La Belle excentrique
Récital Patricia Petibon, soprano,
Susan Manoff, piano
Marseille
Théâtre Toursky,
6 décembre 2016
Ce récital de
Patricia Petibon, belle réellement et excentrique délicieuse et délictueuse des
formes académiques du concert, tourne et fait tourner les têtes, sinon les
tables, même celle de La Bonne cuisine
de Bernstein, qui tourne rond malgré
des recettes qui tournent mal pour poulet, lapin (heureusement de fantaisie)

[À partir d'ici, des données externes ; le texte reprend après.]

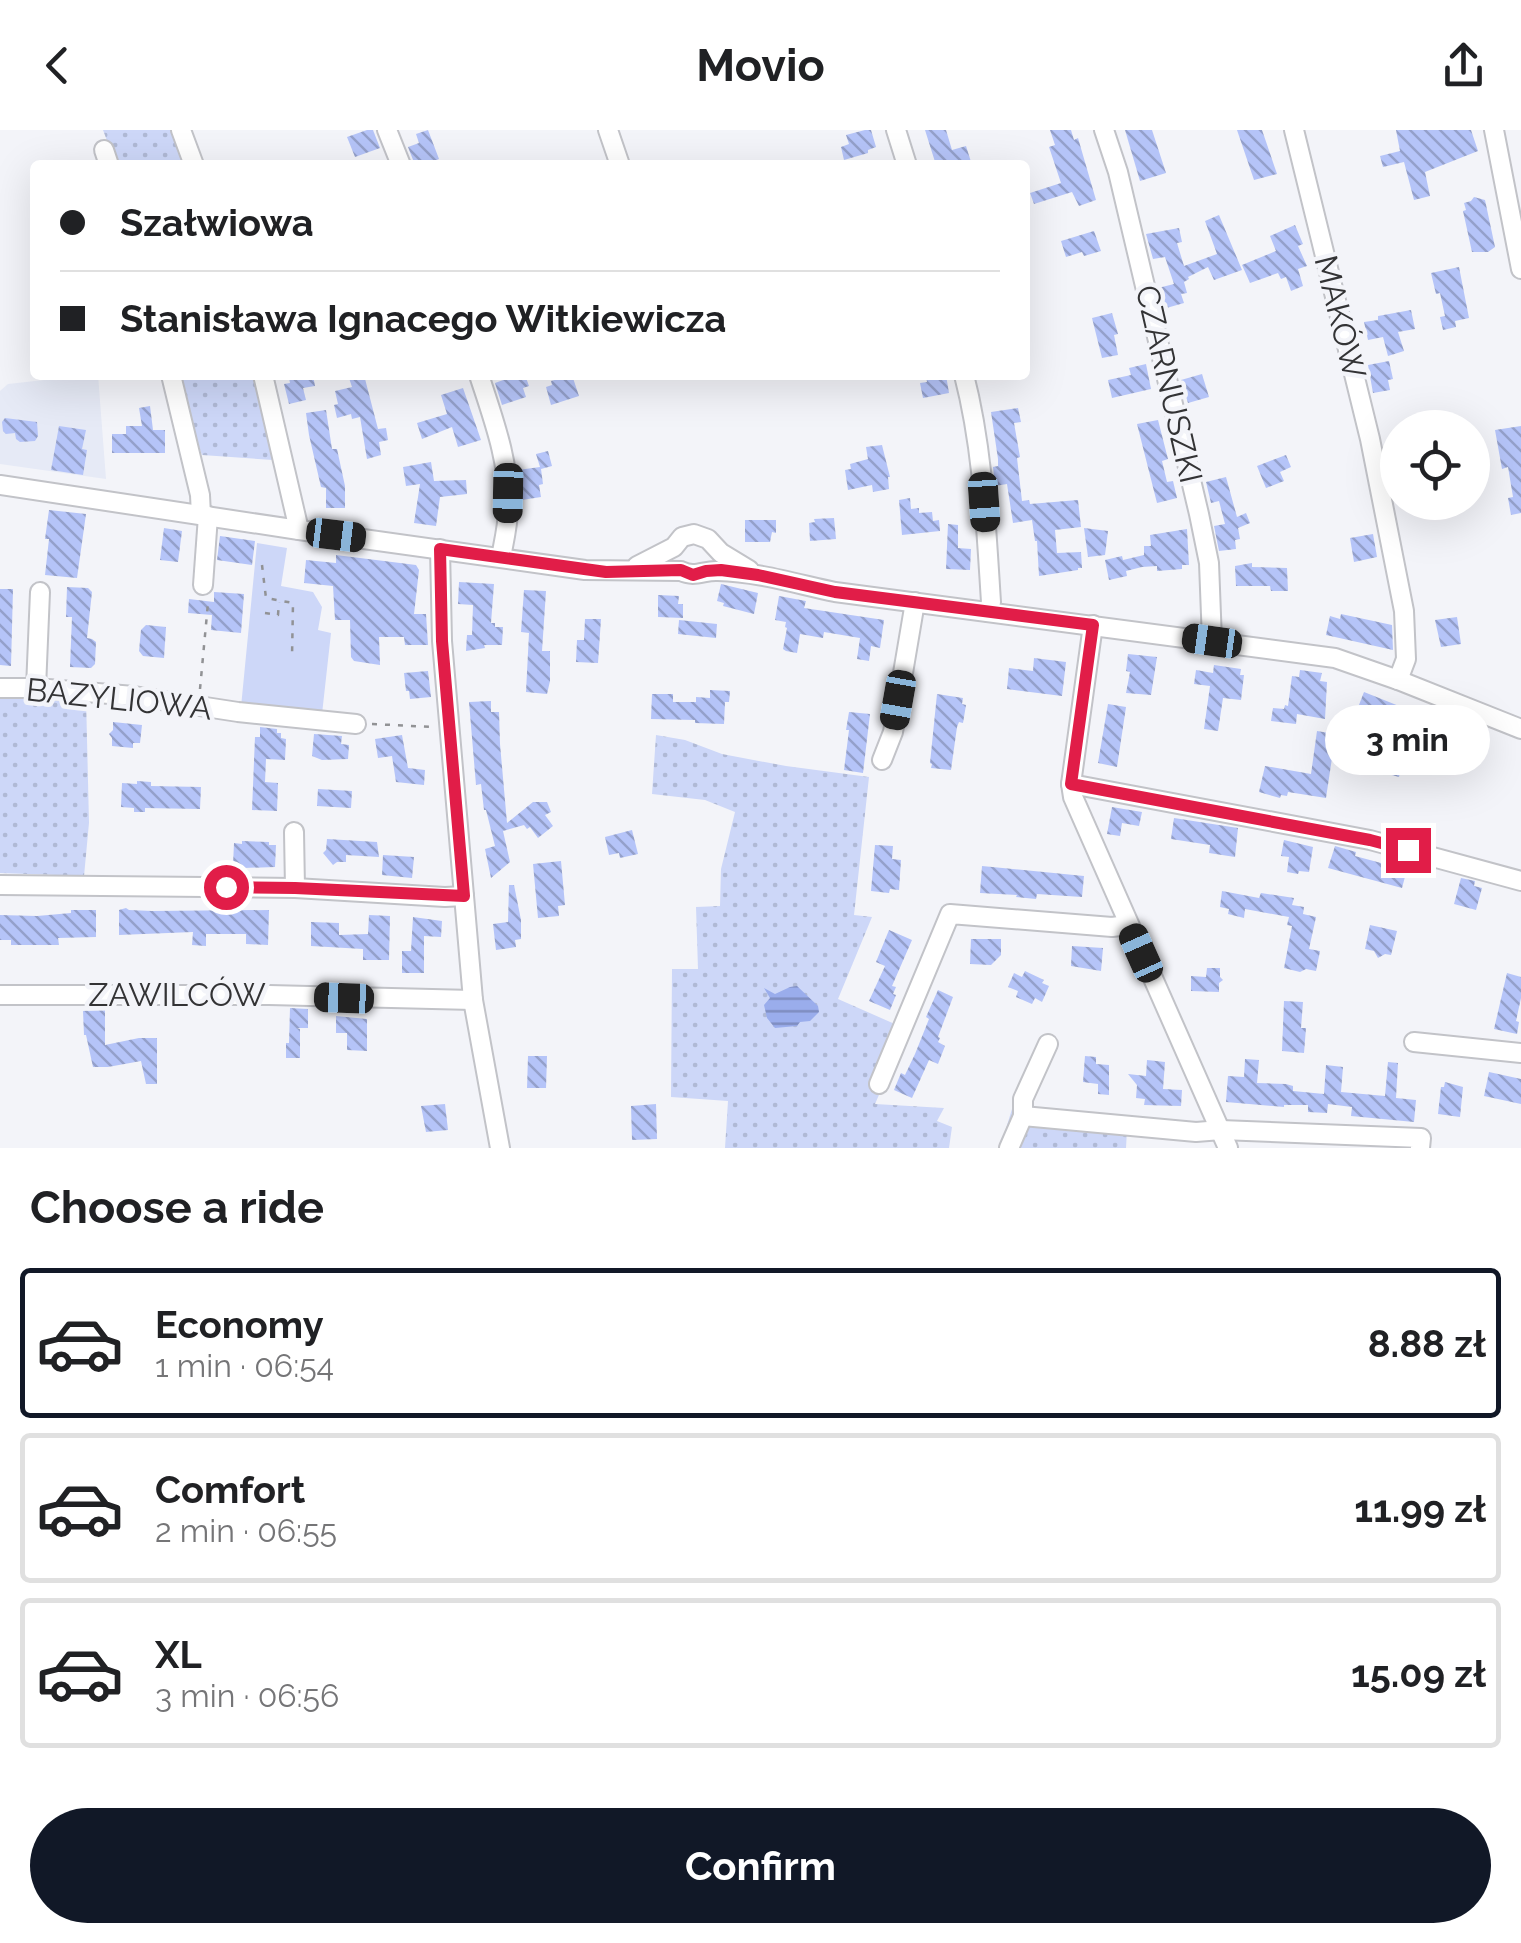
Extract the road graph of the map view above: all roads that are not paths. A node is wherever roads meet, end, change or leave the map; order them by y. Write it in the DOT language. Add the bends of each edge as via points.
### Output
graph roads {
  1 [pos="181,130"];
  2 [pos="387,130"];
  3 [pos="608,130"];
  4 [pos="896,130"];
  5 [pos="1104,130"];
  6 [pos="1294,130"];
  7 [pos="1494,130"];
  8 [pos="192,160"];
  9 [pos="399,160"];
  10 [pos="618,160"];
  11 [pos="905,160"];
  12 [pos="1521,269"];
  13 [pos="172,380"];
  14 [pos="264,380"];
  15 [pos="480,380"];
  16 [pos="965,380"];
  17 [pos="0,485"];
  18 [pos="205,515"];
  19 [pos="300,530"];
  20 [pos="712,544"];
  21 [pos="674,547"];
  22 [pos="440,549"];
  23 [pos="501,557"];
  24 [pos="628,570"];
  25 [pos="681,570"];
  26 [pos="706,571"];
  27 [pos="758,575"];
  28 [pos="203,585"];
  29 [pos="40,592"];
  30 [pos="914,602"];
  31 [pos="988,612"];
  32 [pos="1093,625"];
  33 [pos="1212,641"];
  34 [pos="1398,680"];
  35 [pos="0,688"];
  36 [pos="36,688"];
  37 [pos="356,724"];
  38 [pos="1521,729"];
  39 [pos="882,760"];
  40 [pos="1071,784"];
  41 [pos="294,832"];
  42 [pos="1521,881"];
  43 [pos="0,884"];
  44 [pos="295,888"];
  45 [pos="464,896"];
  46 [pos="1128,925"];
  47 [pos="0,995"];
  48 [pos="473,1000"];
  49 [pos="1414,1042"];
  50 [pos="1048,1044"];
  51 [pos="1521,1053"];
  52 [pos="879,1084"];
  53 [pos="1023,1116"];
  54 [pos="1225,1139"];
  55 [pos="500,1148"];
  56 [pos="1009,1148"];
  57 [pos="1420,1148"];
  1 -- 8 [label="street"];
  2 -- 9 [label="street"];
  3 -- 10 [label="street"];
  4 -- 11 [label="street"];
  5 -- 33 [label="street, CZARNUSZKI" via="1200,514"];
  6 -- 34 [label="street, MAKÓW" via="1370,438 1404,612 1406,659"];
  7 -- 12 [label="street"];
  13 -- 18 [label="street"];
  14 -- 19 [label="street"];
  15 -- 23 [label="street" via="508,493"];
  16 -- 31 [label="street" via="984,502"];
  17 -- 18 [label="street"];
  18 -- 19 [label="street"];
  18 -- 28 [label="street"];
  19 -- 22 [label="street"];
  20 -- 21 [label="street" via="694,534"];
  20 -- 26 [label="street"];
  20 -- 27 [label="street"];
  21 -- 24 [label="street"];
  21 -- 25 [label="street"];
  22 -- 23 [label="street"];
  22 -- 45 [label="street"];
  23 -- 24 [label="street"];
  24 -- 25 [label="street"];
  25 -- 26 [label="street"];
  26 -- 27 [label="street"];
  27 -- 30 [label="street"];
  29 -- 36 [label="street"];
  30 -- 31 [label="street"];
  30 -- 39 [label="street" via="893,732"];
  31 -- 32 [label="street"];
  32 -- 33 [label="street"];
  32 -- 40 [label="street"];
  33 -- 34 [label="street" via="1335,658"];
  34 -- 38 [label="street"];
  35 -- 36 [label="street, BAZYLIOWA"];
  36 -- 37 [label="street, BAZYLIOWA"];
  40 -- 42 [label="street" via="1370,840"];
  40 -- 46 [label="street"];
  41 -- 44 [label="street"];
  43 -- 44 [label="street"];
  44 -- 45 [label="street"];
  45 -- 48 [label="street"];
  46 -- 52 [label="street" via="950,914"];
  46 -- 54 [label="street"];
  47 -- 48 [label="street, ZAWILCÓW"];
  48 -- 55 [label="street"];
  49 -- 51 [label="street"];
  50 -- 53 [label="street" via="1022,1099"];
  53 -- 54 [label="street"];
  53 -- 56 [label="street"];
  54 -- 57 [label="street" via="1421,1138"];
}
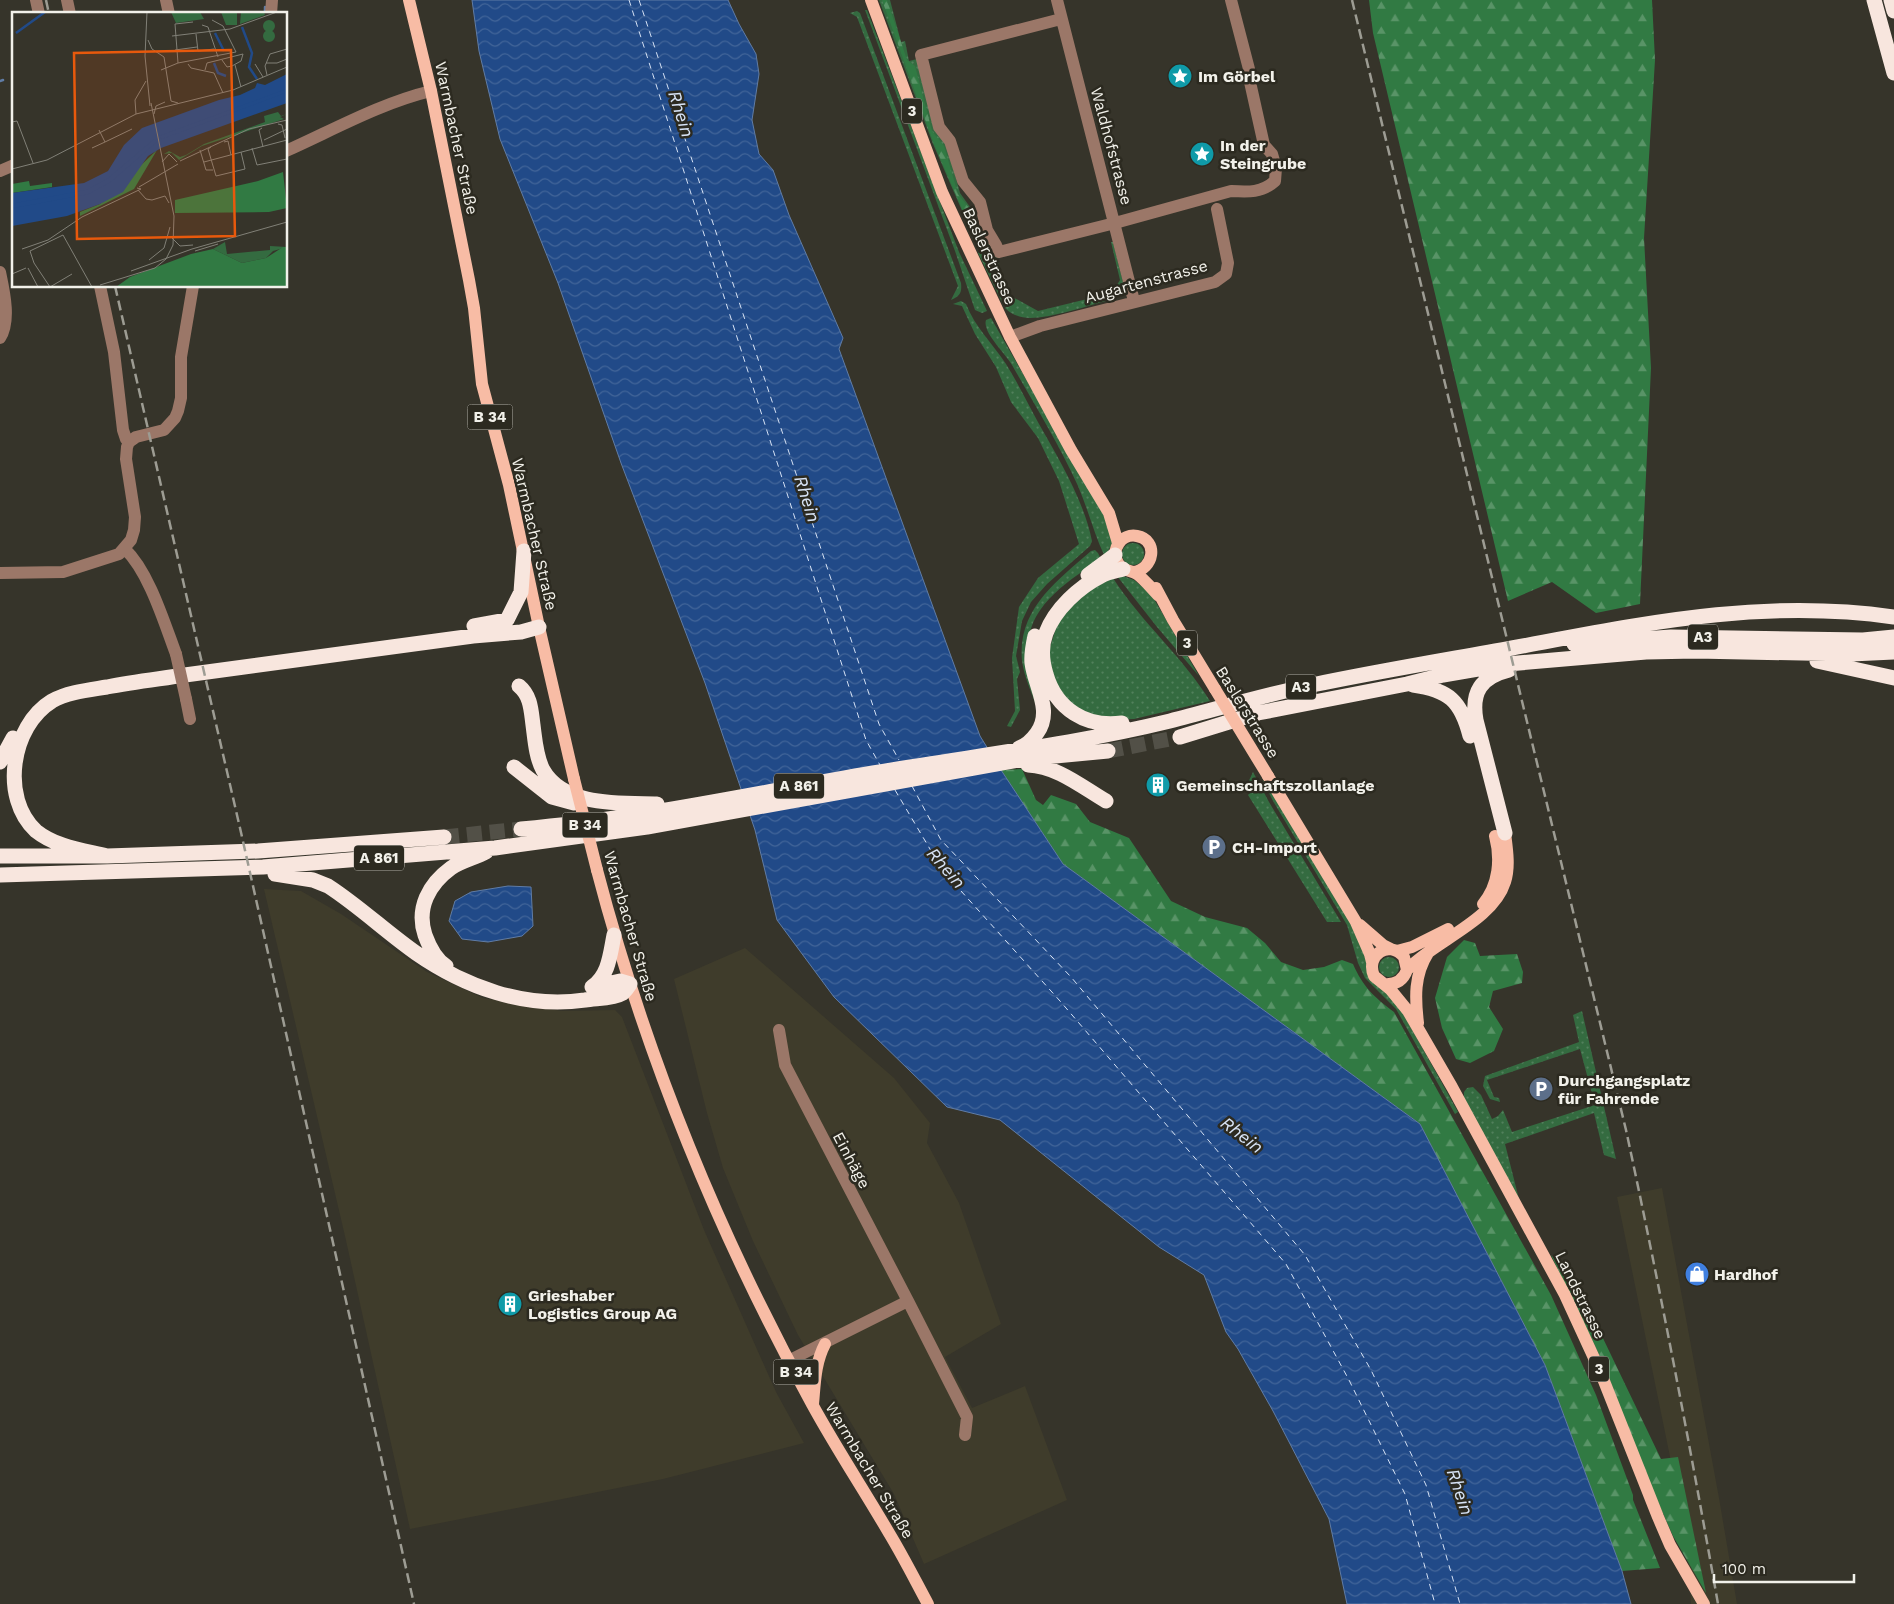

et… spectateurs sceptiques mais pas susceptibles du premier rang, aux premières
loges, qui dégustent, littéralement, recevant avec les saveurs, les couleurs, en
pleine figure, les reliefs du repas lancés à la volée comme défis et détritus ;
menu concocté par la coquine, cocottante et caquetante cuisinière cordon bleu,
on n’ose dire maître queux malgré la
queue de bœuf jetée aussi avec une désinvolture survoltée par la follette diva
en tablier attablée au piano d’où elle extrait des cordes (à son arc), les
ingrédients incongrus pour ses plats sans en faire tout un : on s’en lèche les doigts sans en croire ses
oreilles tant tout est à saison, assaisonné juste dans le tempo, même du
« Civet à toute vitesse », de la musique, de la voix, du geste et
déplacement. Un régal. Une intelligence qui se joue d’elle-même.
Art des langues
J’ai commencé par où elle finit ce savoureux
récital, vertigineux d’équilibre dans un déséquilibre apparent, conclus, après
un brillant solo de la pianiste complice marmitonne Susann Manoff (l’andante con moto du Prélude N° 2 de Gershwin) sur un fougueux et allègre Granada d’Agustín Lara. Petibon le chante
avec un parfait accent espagnol, comme elle l’aura donné aux pyrotechniques Cantares de Turina, où sa voix se coule
avec aisance dans les diaboliques mélismes stylisés du flamenco, comme, piquante,
pimpante, dans le Vito, danse populaire
espagnole harmonisée par Obradors, qu’elle colore d’accent andalou. Elle
couronnera le concert par deux bis, la fameuse berceuse popularisée par les
cantatrices espagnoles, « Canción de cuna para dormir a un negrito »,
quatrième chanson des Cinco canciones
negras de Xavier Montsalvatje, qu’elle interprète en intime et déchirante
douceur, cette fois avec l’accent cubain, justesse de situation post-esclavagiste
sinon autoriale car le texte est de l’Uruguayen Ildefonso Pereda Valdés
(1899-1996). Le deuxième bis sera un inénarrable tango, Léon, qu’elle détaille avec un charme canaille à un spectateur ébahi
et ravi qu’elle fait monter sur scène.
Art de la couleur
J’ai retenu symboliquement ces
morceaux comme représentatifs de l’éventail immense de Petibon, qui passe de l’air
le plus émouvant ou le plus drôle à la chanson drolatique avec le même bonheur
et la même justesse dans l’expression du sentiment et, ce qui me frappe, avec,
me semble-t-il une adéquation de la couleur : couleur exacte des langues,
et je témoigne de l’hispanique, dans des nuances de régions et de pays, Castille, Andalousie, Galice pour l'Espagne et
Cuba, que même les grandes chanteuses espagnoles ne font pas toujours, du
moins pour cette dernière, l’adorable berceuse.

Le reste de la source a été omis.